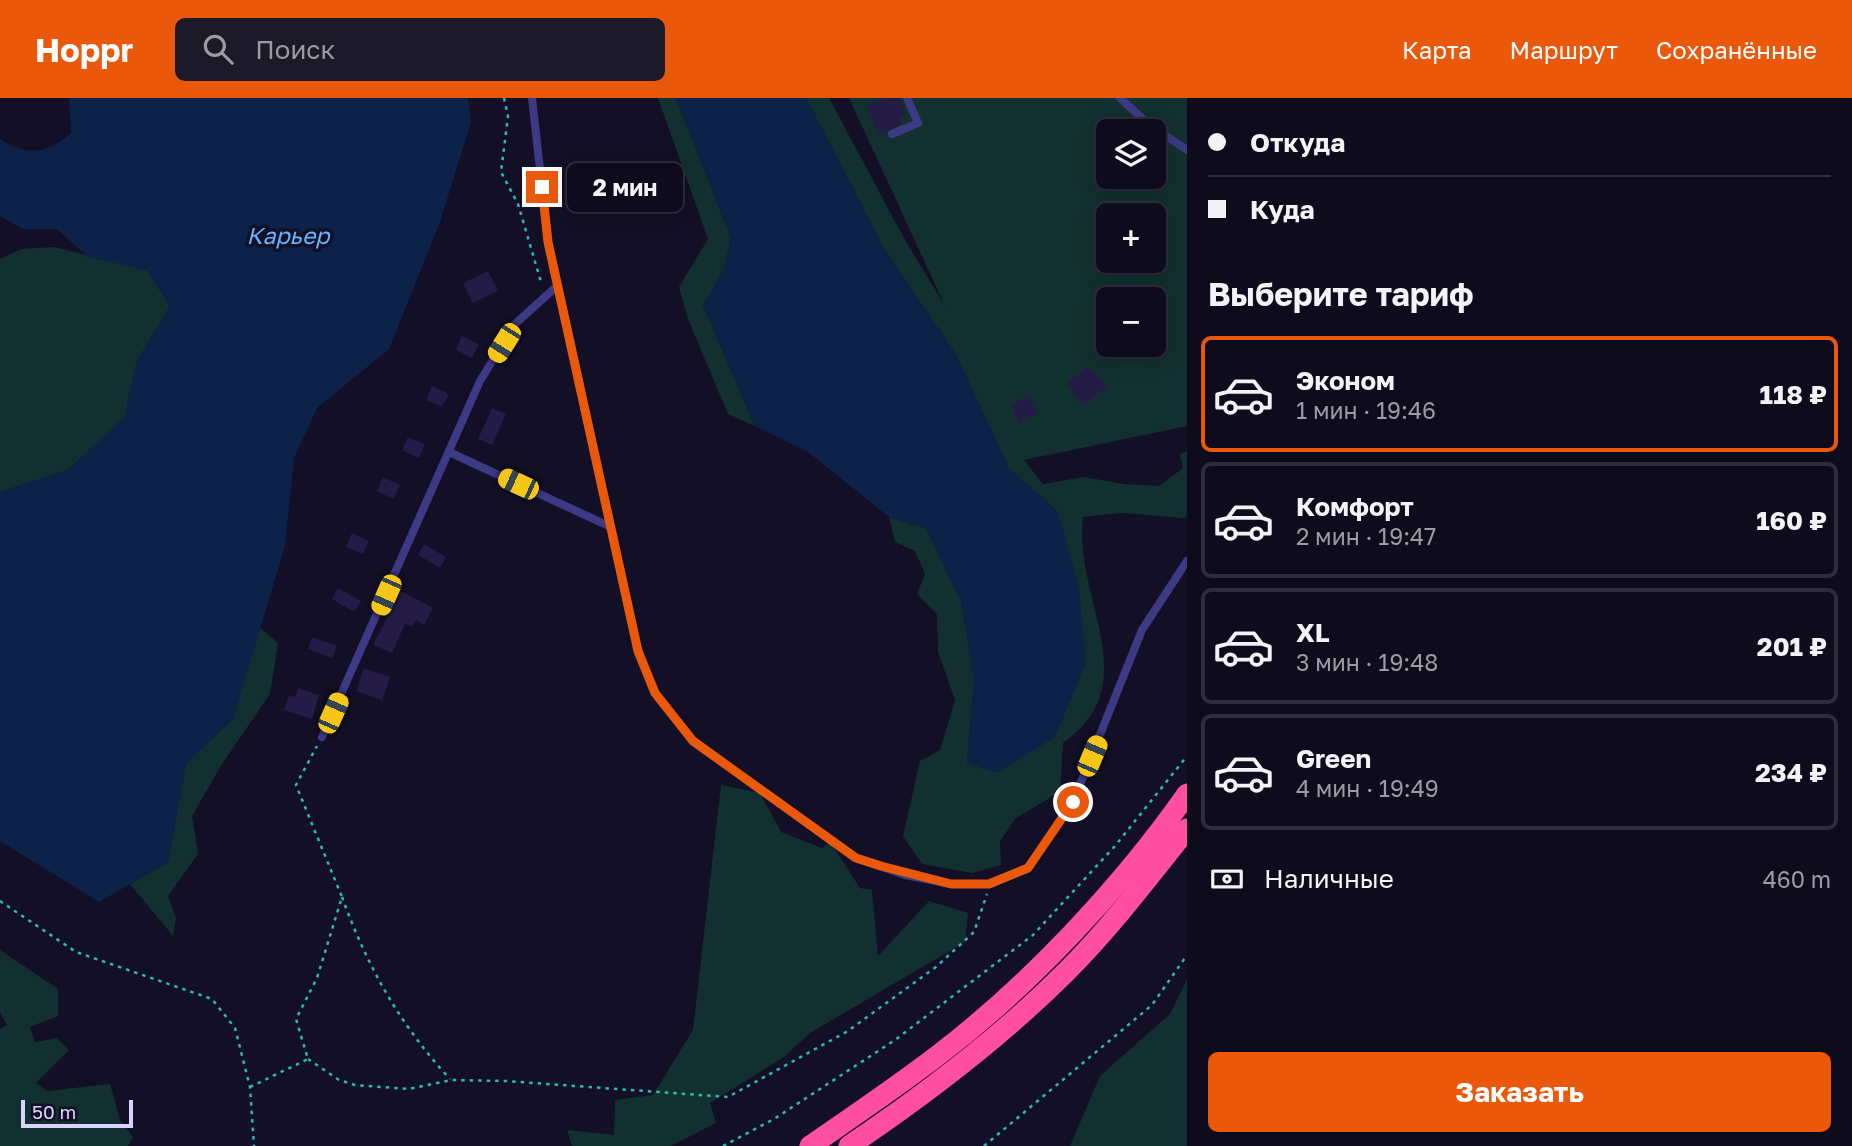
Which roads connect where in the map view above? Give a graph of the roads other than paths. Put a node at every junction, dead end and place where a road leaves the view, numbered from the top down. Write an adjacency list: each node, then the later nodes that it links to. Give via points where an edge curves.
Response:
1 (532, 98): 6 (lane, via 548,242)
2 (907, 98): 4 (lane, via 918,123)
3 (1120, 98): 5 (lane)
4 (892, 134)
5 (1187, 150)
6 (558, 286): 7 (lane, via 515,324 480,381); 8 (lane)
7 (449, 452): 8 (lane); 10 (lane)
8 (611, 527): 9 (lane, via 638,651 655,693 693,741 856,858 939,882 989,884 1028,868 1073,802 1142,631)
9 (1187, 561)
10 (322, 737)
11 (1187, 794): 13 (highway, via 1141,855 1004,1001 938,1056)
12 (1187, 829): 14 (highway, via 1067,971 1018,1017 955,1071)
13 (810, 1146)
14 (849, 1146)

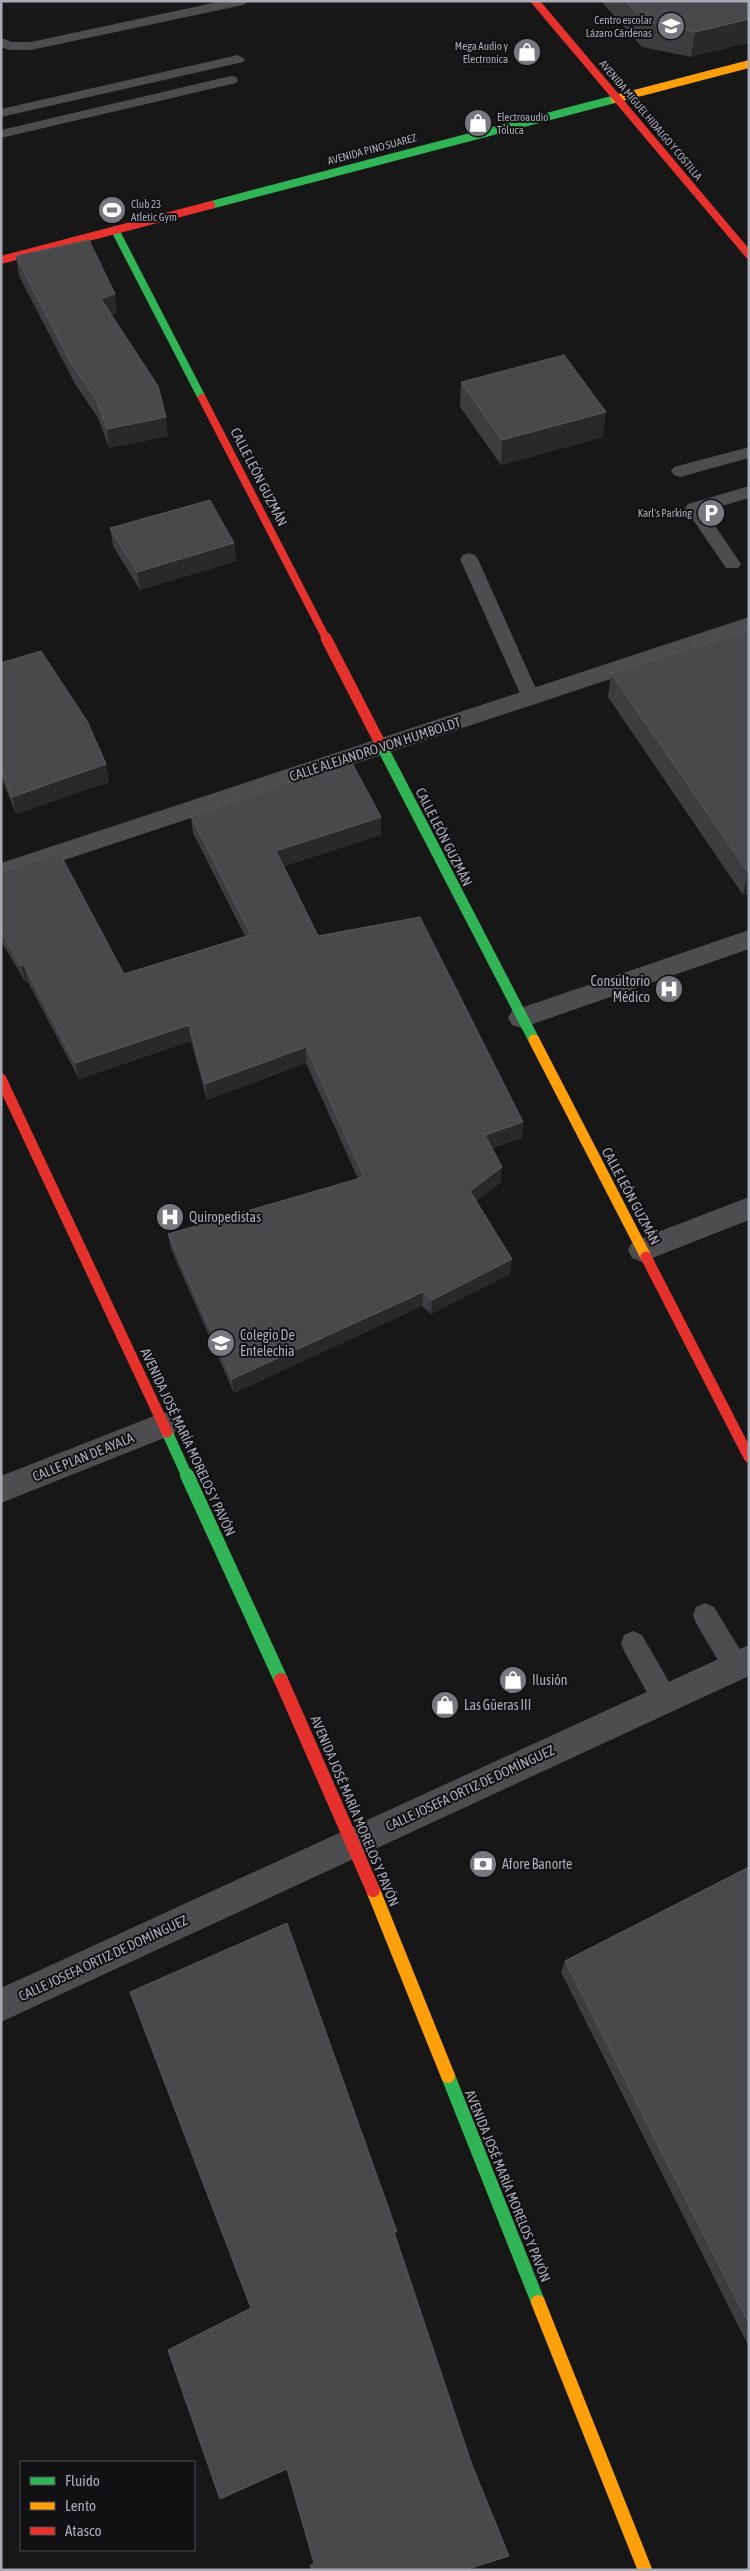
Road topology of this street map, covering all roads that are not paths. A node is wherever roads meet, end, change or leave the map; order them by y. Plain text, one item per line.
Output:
1 (243, 1) edge
2 (536, 1) edge
3 (1, 42) edge
4 (238, 60) dead end
5 (749, 64) edge
6 (231, 80) dead end
7 (615, 98) junction
8 (38, 104) junction
9 (1, 113) edge
10 (50, 122) junction
11 (1, 134) edge
12 (115, 230) junction
13 (749, 254) edge
14 (1, 260) edge
15 (749, 452) edge
16 (680, 471) dead end
17 (749, 492) edge
18 (469, 559) dead end
19 (732, 564) dead end
20 (749, 626) edge
21 (531, 698) junction
22 (381, 747) junction
23 (1, 872) edge
24 (749, 938) edge
25 (521, 1018) junction
26 (1, 1080) edge
27 (749, 1208) edge
28 (642, 1250) junction
29 (164, 1425) junction
30 (749, 1457) edge
31 (1, 1490) edge
32 (705, 1615) dead end
33 (633, 1643) dead end
34 (742, 1664) edge
35 (664, 1698) junction
36 (354, 1842) junction
37 (1, 2005) edge
38 (645, 2570) edge

1 - 3 lane
2 - 7 main road, AVENIDA MIGUEL HIDALGO Y COSTILLA
4 - 8 lane
5 - 7 main road, AVENIDA PINO SUAREZ
6 - 10 lane
7 - 12 main road, AVENIDA PINO SUAREZ
7 - 13 main road, AVENIDA MIGUEL HIDALGO Y COSTILLA
8 - 9 lane
8 - 10 lane
10 - 11 lane
12 - 14 main road, AVENIDA PINO SUAREZ
12 - 22 main road, CALLE LEÓN GUZMÁN
15 - 16 lane
17 - 19 lane
18 - 21 lane
20 - 21 street, CALLE ALEJANDRO VON HUMBOLDT
21 - 22 street, CALLE ALEJANDRO VON HUMBOLDT
22 - 23 street, CALLE ALEJANDRO VON HUMBOLDT
22 - 25 main road, CALLE LEÓN GUZMÁN
24 - 25 street
25 - 28 main road, CALLE LEÓN GUZMÁN
26 - 29 main road, AVENIDA JOSÉ MARÍA MORELOS Y PAVÓN
27 - 28 street
28 - 30 main road, CALLE LEÓN GUZMÁN
29 - 31 street, CALLE PLAN DE AYALA
29 - 36 main road, AVENIDA JOSÉ MARÍA MORELOS Y PAVÓN
32 - 34 lane
33 - 35 lane
34 - 35 street, CALLE JOSEFA ORTIZ DE DOMÍNGUEZ
35 - 36 street, CALLE JOSEFA ORTIZ DE DOMÍNGUEZ
36 - 37 street, CALLE JOSEFA ORTIZ DE DOMÍNGUEZ
36 - 38 main road, AVENIDA JOSÉ MARÍA MORELOS Y PAVÓN

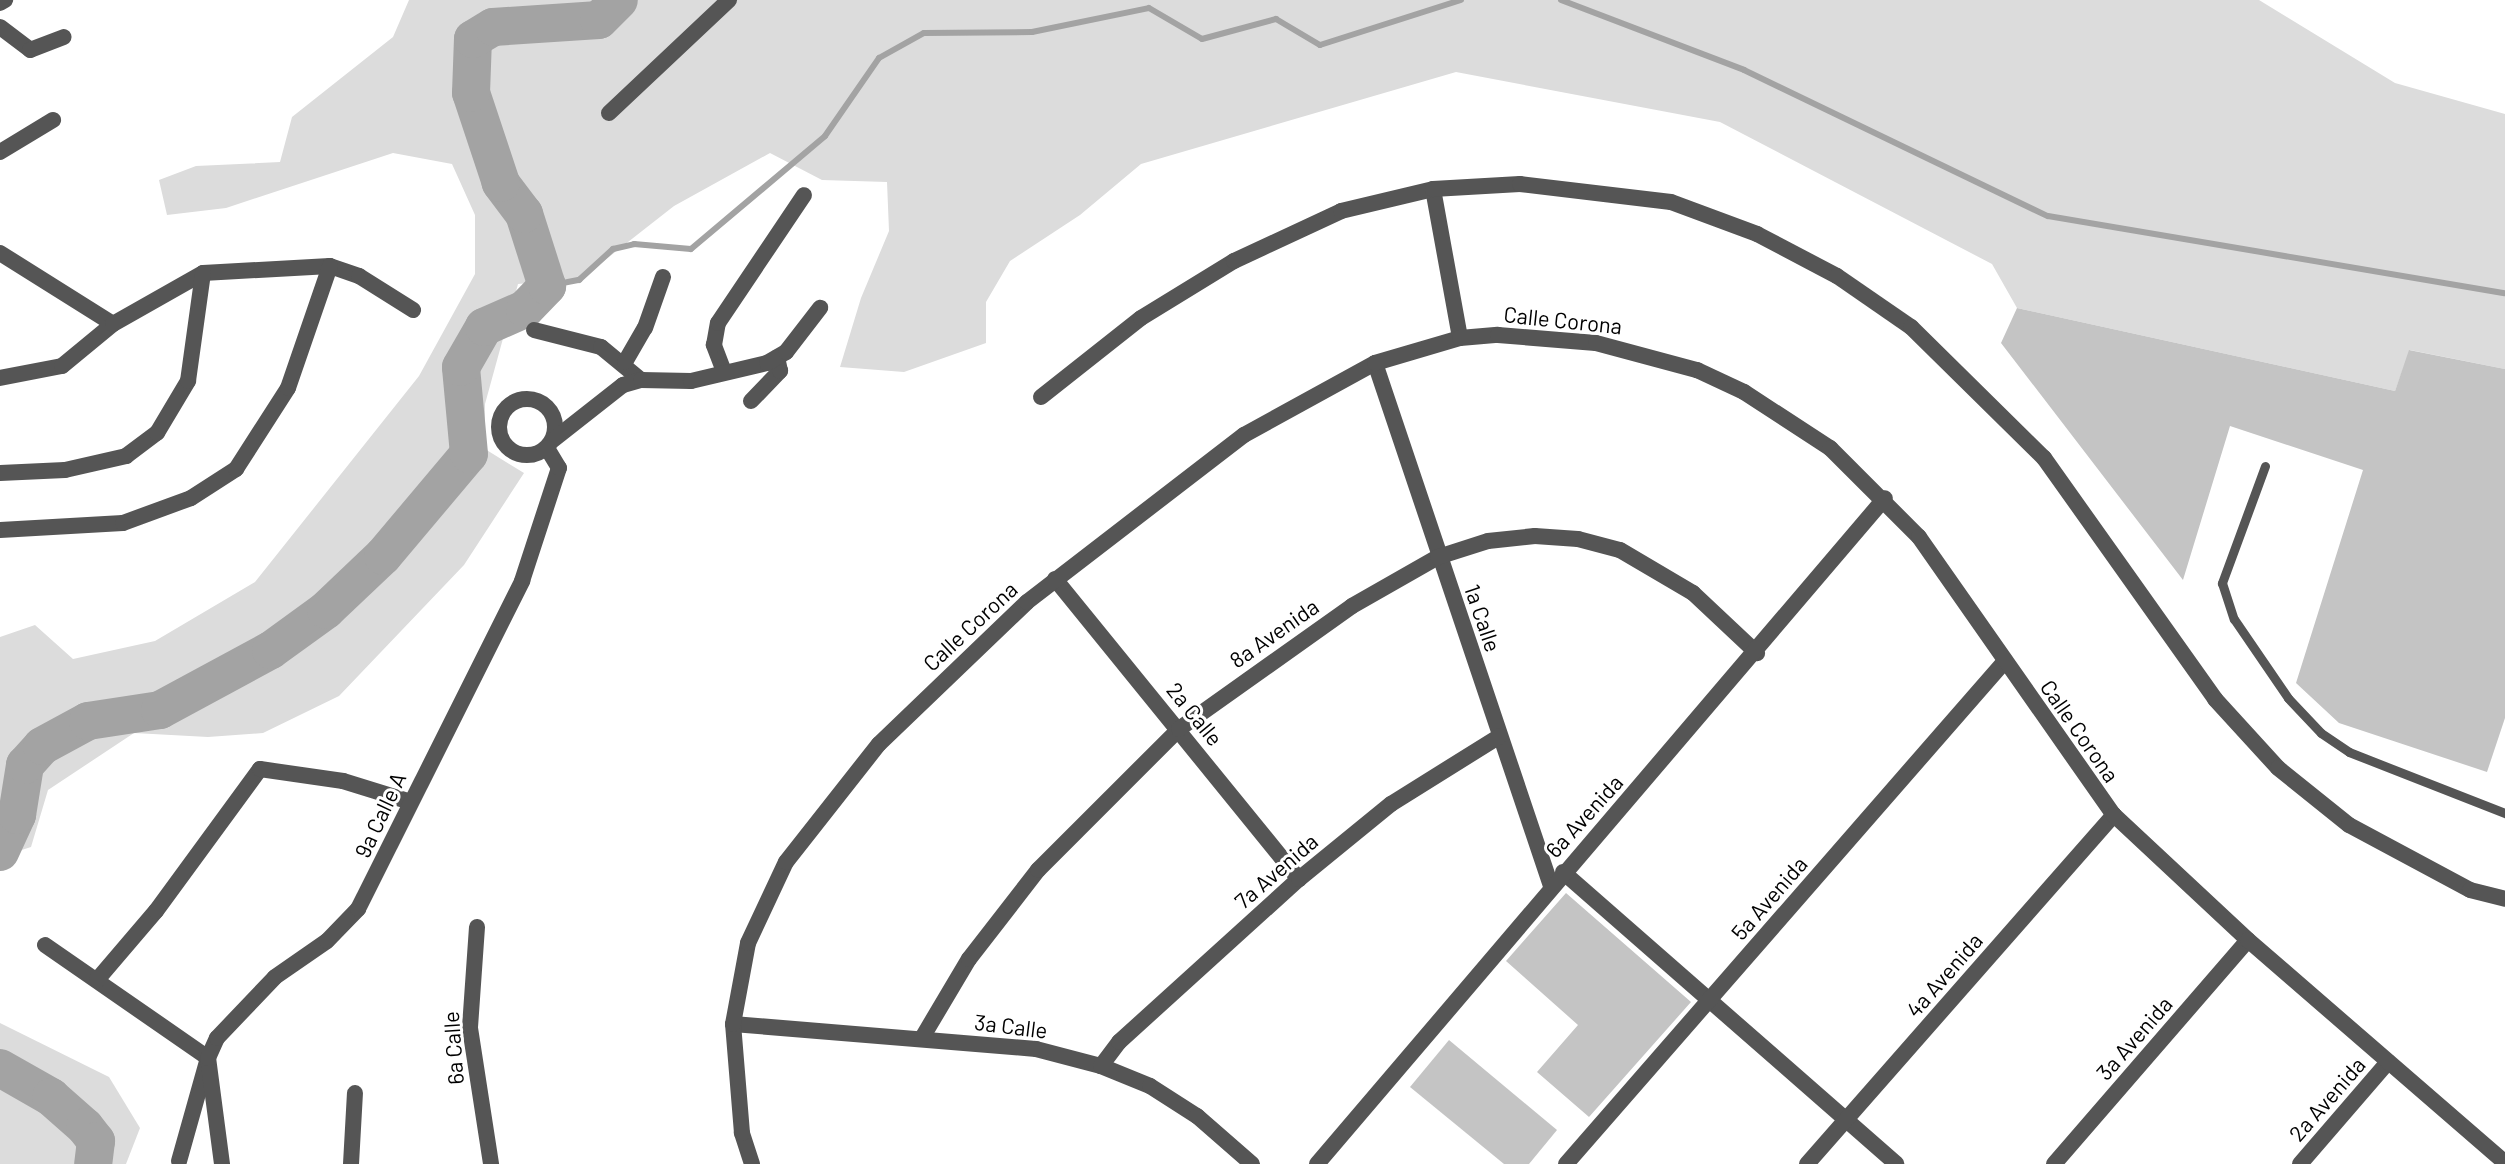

### [YOUR INSTRUCTIONS]
To answer, repeat exactly the lines from the line containing "Road topology of" through the last line of the data above, leaving out all pictures.

### [ANSWER TO THIS TASK]
Road topology of this street map, covering all roads that are not paths. A node is wherever roads meet, end, change or leave the map; order them by y. Plain text, one item per line.
Output:
1 (243, 1) edge
2 (536, 1) edge
3 (1, 42) edge
4 (238, 60) dead end
5 (749, 64) edge
6 (231, 80) dead end
7 (615, 98) junction
8 (38, 104) junction
9 (1, 113) edge
10 (50, 122) junction
11 (1, 134) edge
12 (115, 230) junction
13 (749, 254) edge
14 (1, 260) edge
15 (749, 452) edge
16 (680, 471) dead end
17 (749, 492) edge
18 (469, 559) dead end
19 (732, 564) dead end
20 (749, 626) edge
21 (531, 698) junction
22 (381, 747) junction
23 (1, 872) edge
24 (749, 938) edge
25 (521, 1018) junction
26 (1, 1080) edge
27 (749, 1208) edge
28 (642, 1250) junction
29 (164, 1425) junction
30 (749, 1457) edge
31 (1, 1490) edge
32 (705, 1615) dead end
33 (633, 1643) dead end
34 (742, 1664) edge
35 (664, 1698) junction
36 (354, 1842) junction
37 (1, 2005) edge
38 (645, 2570) edge

1 - 3 lane
2 - 7 main road, AVENIDA MIGUEL HIDALGO Y COSTILLA
4 - 8 lane
5 - 7 main road, AVENIDA PINO SUAREZ
6 - 10 lane
7 - 12 main road, AVENIDA PINO SUAREZ
7 - 13 main road, AVENIDA MIGUEL HIDALGO Y COSTILLA
8 - 9 lane
8 - 10 lane
10 - 11 lane
12 - 14 main road, AVENIDA PINO SUAREZ
12 - 22 main road, CALLE LEÓN GUZMÁN
15 - 16 lane
17 - 19 lane
18 - 21 lane
20 - 21 street, CALLE ALEJANDRO VON HUMBOLDT
21 - 22 street, CALLE ALEJANDRO VON HUMBOLDT
22 - 23 street, CALLE ALEJANDRO VON HUMBOLDT
22 - 25 main road, CALLE LEÓN GUZMÁN
24 - 25 street
25 - 28 main road, CALLE LEÓN GUZMÁN
26 - 29 main road, AVENIDA JOSÉ MARÍA MORELOS Y PAVÓN
27 - 28 street
28 - 30 main road, CALLE LEÓN GUZMÁN
29 - 31 street, CALLE PLAN DE AYALA
29 - 36 main road, AVENIDA JOSÉ MARÍA MORELOS Y PAVÓN
32 - 34 lane
33 - 35 lane
34 - 35 street, CALLE JOSEFA ORTIZ DE DOMÍNGUEZ
35 - 36 street, CALLE JOSEFA ORTIZ DE DOMÍNGUEZ
36 - 37 street, CALLE JOSEFA ORTIZ DE DOMÍNGUEZ
36 - 38 main road, AVENIDA JOSÉ MARÍA MORELOS Y PAVÓN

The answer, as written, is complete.